The materials contained all the dire predictions of the IPCC and Dr. Stefan Rahmstorf, a professor of physics of the ocean at Potsdam University in Germany and one of the lead-authors of the IPCC Fourth Assessment Report, was brought in to speak. Need I say more.

The paragraph that caught my attention in the handouts was on equity. It stated:

"No project can be considered sustainable if it benefits unfairly any one group (economic, social, ethnic, racial, gender, etc.) at the expense of another. Cementing economic wealth in one section of the population - whether nationally or internationally - while condemning another section to remain in poverty is neither equitable nor sustainable, putting huge stresses on security and stability and exacerbating tensions leading to conflicts."

These workshops were intended to do two things, reinforce the crisis and the right to be compensated as a victim. Developing countries are already claiming these rights and using them to elicit guilt in their negotiations. India has stated "financing for climate change must...not be seen as another form of Overseas Development Assistance (ODA) but rather as payments for entitlements of developing countries under an equitable regime." The head of the Chinese delegation said that during the past two centuries developed countries have made unbridled emissions of GHGs, a major cause of global climate change, and developing countries are major victims of climate change.
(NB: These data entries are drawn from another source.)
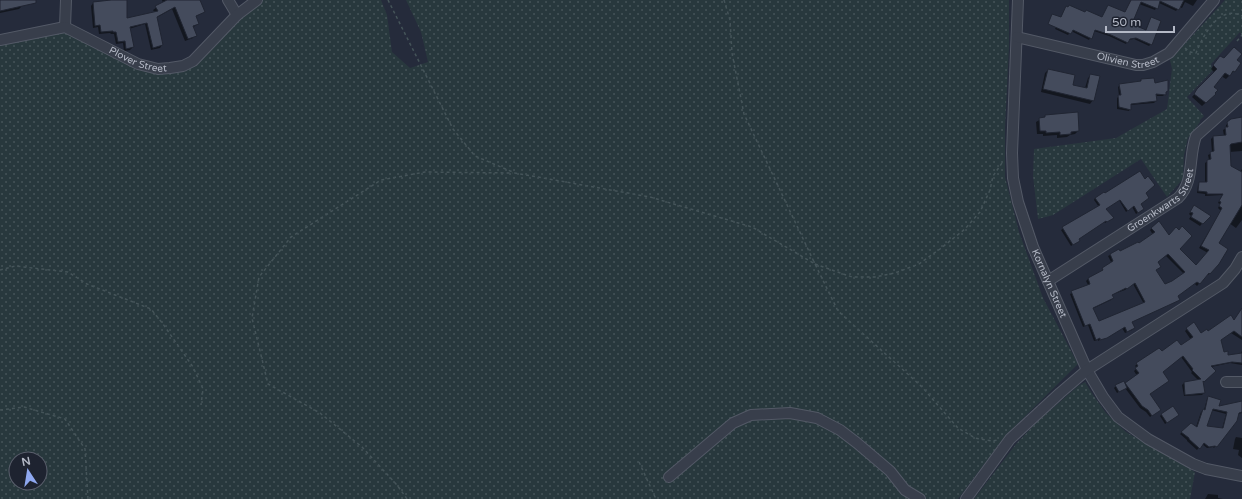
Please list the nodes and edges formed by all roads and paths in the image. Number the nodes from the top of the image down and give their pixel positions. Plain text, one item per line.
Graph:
1 (66, 0) edge
2 (228, 0) edge
3 (257, 0) edge
4 (388, 0) edge
5 (724, 0) edge
6 (1018, 0) edge
7 (1214, 0) edge
8 (237, 15) junction
9 (1242, 16) edge
10 (65, 27) junction
11 (1242, 35) edge
12 (1017, 37) junction
13 (0, 40) edge
14 (1237, 41) dead end
15 (1179, 42) junction
16 (1242, 95) edge
17 (1012, 153) junction
18 (515, 173) junction
19 (1242, 257) edge
20 (816, 264) junction
21 (0, 270) edge
22 (1048, 280) junction
23 (1087, 370) junction
24 (1226, 382) dead end
25 (1242, 382) edge
26 (201, 405) dead end
27 (0, 410) edge
28 (1010, 439) junction
29 (639, 462) dead end
30 (1242, 476) edge
31 (669, 477) dead end
32 (88, 499) edge
33 (407, 499) edge
34 (656, 499) edge
35 (920, 499) edge
36 (966, 499) edge

1 - 10 street
2 - 8 street
3 - 8 street, Plover Street
4 - 18 path
5 - 20 path
6 - 12 street, Kornalyn Street
7 - 15 street, Olivien Street
8 - 10 street, Plover Street
9 - 15 path
10 - 13 street
11 - 14 path
12 - 15 street, Olivien Street
12 - 17 street, Kornalyn Street
16 - 22 street, Groenkwarts Street
17 - 20 path
17 - 22 street, Kornalyn Street
18 - 20 path
18 - 33 path
19 - 23 street
20 - 28 path
21 - 26 path
22 - 23 street, Kornalyn Street
23 - 28 street
23 - 30 street, Kornalyn Street
24 - 25 street
27 - 32 path
28 - 36 street
29 - 34 path
31 - 35 street

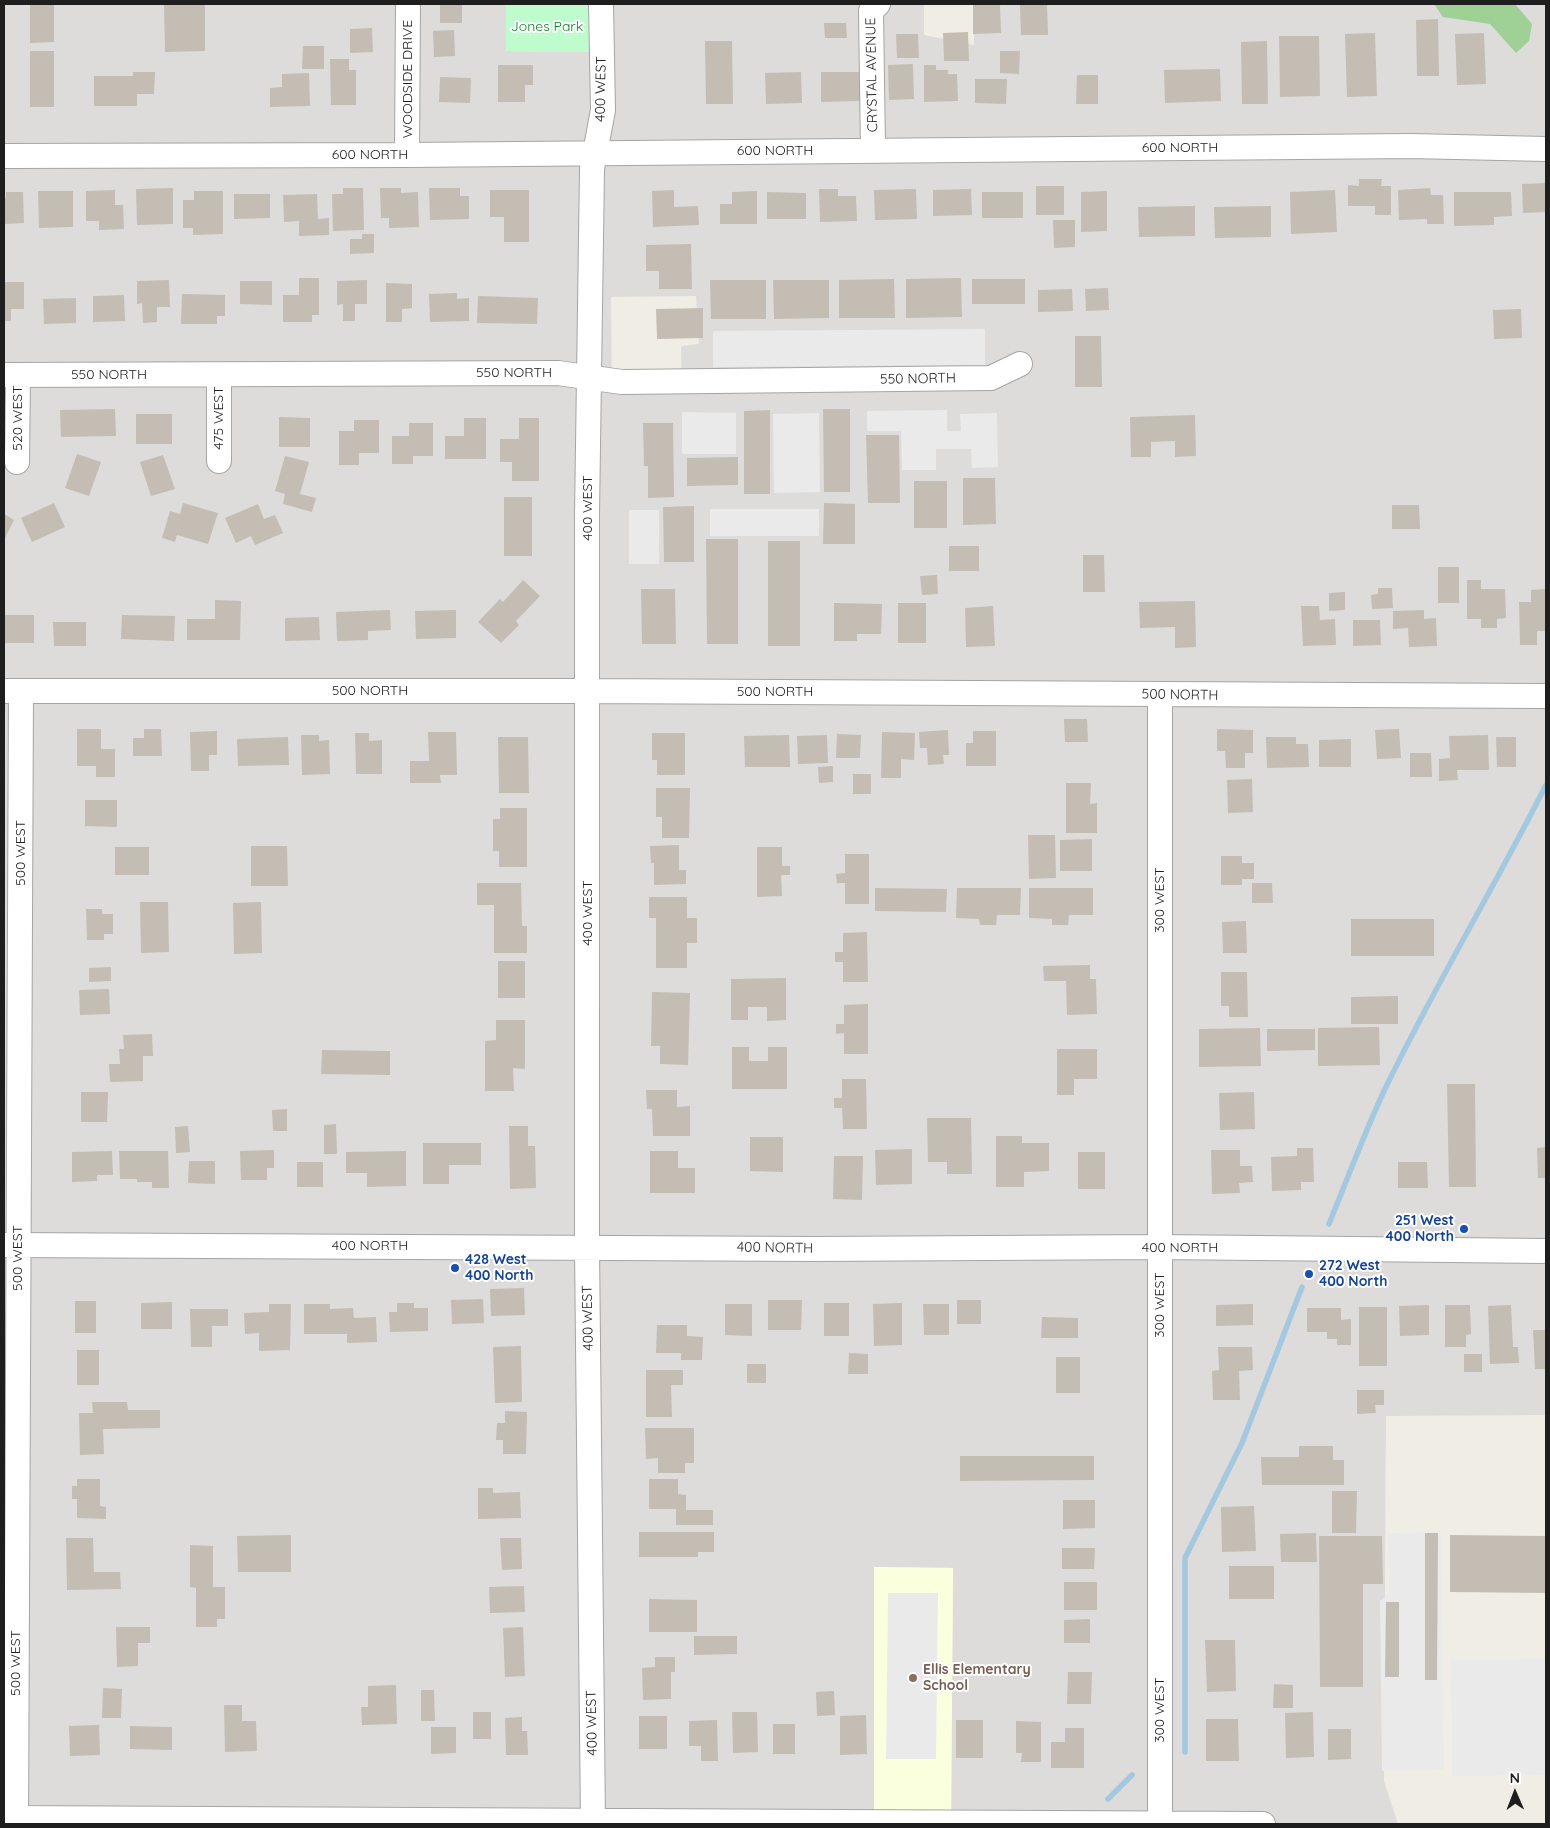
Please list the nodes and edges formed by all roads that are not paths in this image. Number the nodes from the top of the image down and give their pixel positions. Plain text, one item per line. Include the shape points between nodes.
1 (408, 4) edge
2 (601, 4) edge
3 (878, 4) edge
4 (1546, 149) edge
5 (873, 150) junction
6 (596, 152) junction
7 (408, 155) junction
8 (4, 156) edge
9 (1020, 364) dead end
10 (11, 375) edge
11 (219, 375) junction
12 (589, 378) junction
13 (219, 461) dead end
14 (17, 462) dead end
15 (12, 691) edge
16 (588, 691) junction
17 (1160, 696) junction
18 (1546, 696) edge
19 (11, 1245) edge
20 (587, 1247) junction
21 (1160, 1247) junction
22 (1546, 1251) edge
23 (12, 1820) edge
24 (593, 1822) edge
25 (1160, 1824) edge
26 (1263, 1824) edge

1 - 7 street, WOODSIDE DRIVE
2 - 6 street, 400 WEST via 603,110
3 - 5 street, CRYSTAL AVENUE via 870,10
4 - 5 street, 600 NORTH via 1400,146
5 - 6 street, 600 NORTH
6 - 7 street, 600 NORTH
6 - 12 street, 400 WEST via 592,169
7 - 8 street, 600 NORTH
9 - 12 street, 550 NORTH via 990,378 622,382
10 - 11 street, 550 NORTH
10 - 14 street, 520 WEST
11 - 12 street, 550 NORTH via 558,373
11 - 13 street, 475 WEST
12 - 16 street, 400 WEST
15 - 16 street, 500 NORTH
15 - 19 street, 500 WEST
16 - 17 street, 500 NORTH
16 - 20 street, 400 WEST
17 - 18 street, 500 NORTH
17 - 21 street, 300 WEST
19 - 20 street, 400 NORTH
19 - 23 street, 500 WEST
20 - 21 street, 400 NORTH
20 - 24 street, 400 WEST
21 - 22 street, 400 NORTH
21 - 25 street, 300 WEST
23 - 24 street
24 - 25 street
25 - 26 street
Intellectual Property Rights (IPRs) or Patents

IPRs are seen by developing countries as a barrier to the transfer of technology and as a result, they would like IPRs to be ignored and put in the public domain. The Organization for Economic Co-operation and Development (OECD) commissioned a study by CERNA titled "Invention and Transfer of Climate Change Mitigation Technologies on a Global Scale: A Study Drawing on Patent Data." The study revealed strict patent laws help drive the transfer of technology instead of producing barriers.

Attendees in Bonn

The UNFCCC reported there were 2600 delegates and non-governmental organizations (NGO's) in attendance, but an actual count of the published attendance was 2027. This does not include press.

The delegation count was 1381 (69%), UN Secretariat & related bodies was 43 (2%), specialized agencies and related organizations was 35 (1.7%), and NGOs was 646 (32%). Not one elected official was listed from the US. NGOs are almost all radical environmental groups. They are allowed into most closed meetings and have direct access to delegates. Is it any wonder they have such influence?

Final US Press Conference

When the deputy special envoy on climate change, Jonathan Pershing, was asked what kind of commitments the US would submit in June. He said that would be for the US Congress to decide. He added, he was "heartened" by the Waxman-Markey climate change bill just introduced last week and the cap and trade portion of the President's stimulus bill. He said the administration did have some "influence over congress — we can push and we can prod" to get these things passed.

This is what we conservatives must do, "push and prod" the US Congress not to support climate change legislation. There are more of us. If we can stop cap and trade domestically, it will send a message to Copenhagen. Obama is depending on a US cap and trade program to meet GHG reduction commitments. If cap and trade fails, there probably will not be the 67 votes in the senate to ratify a new climate change treaty. "Yes we can!" We must!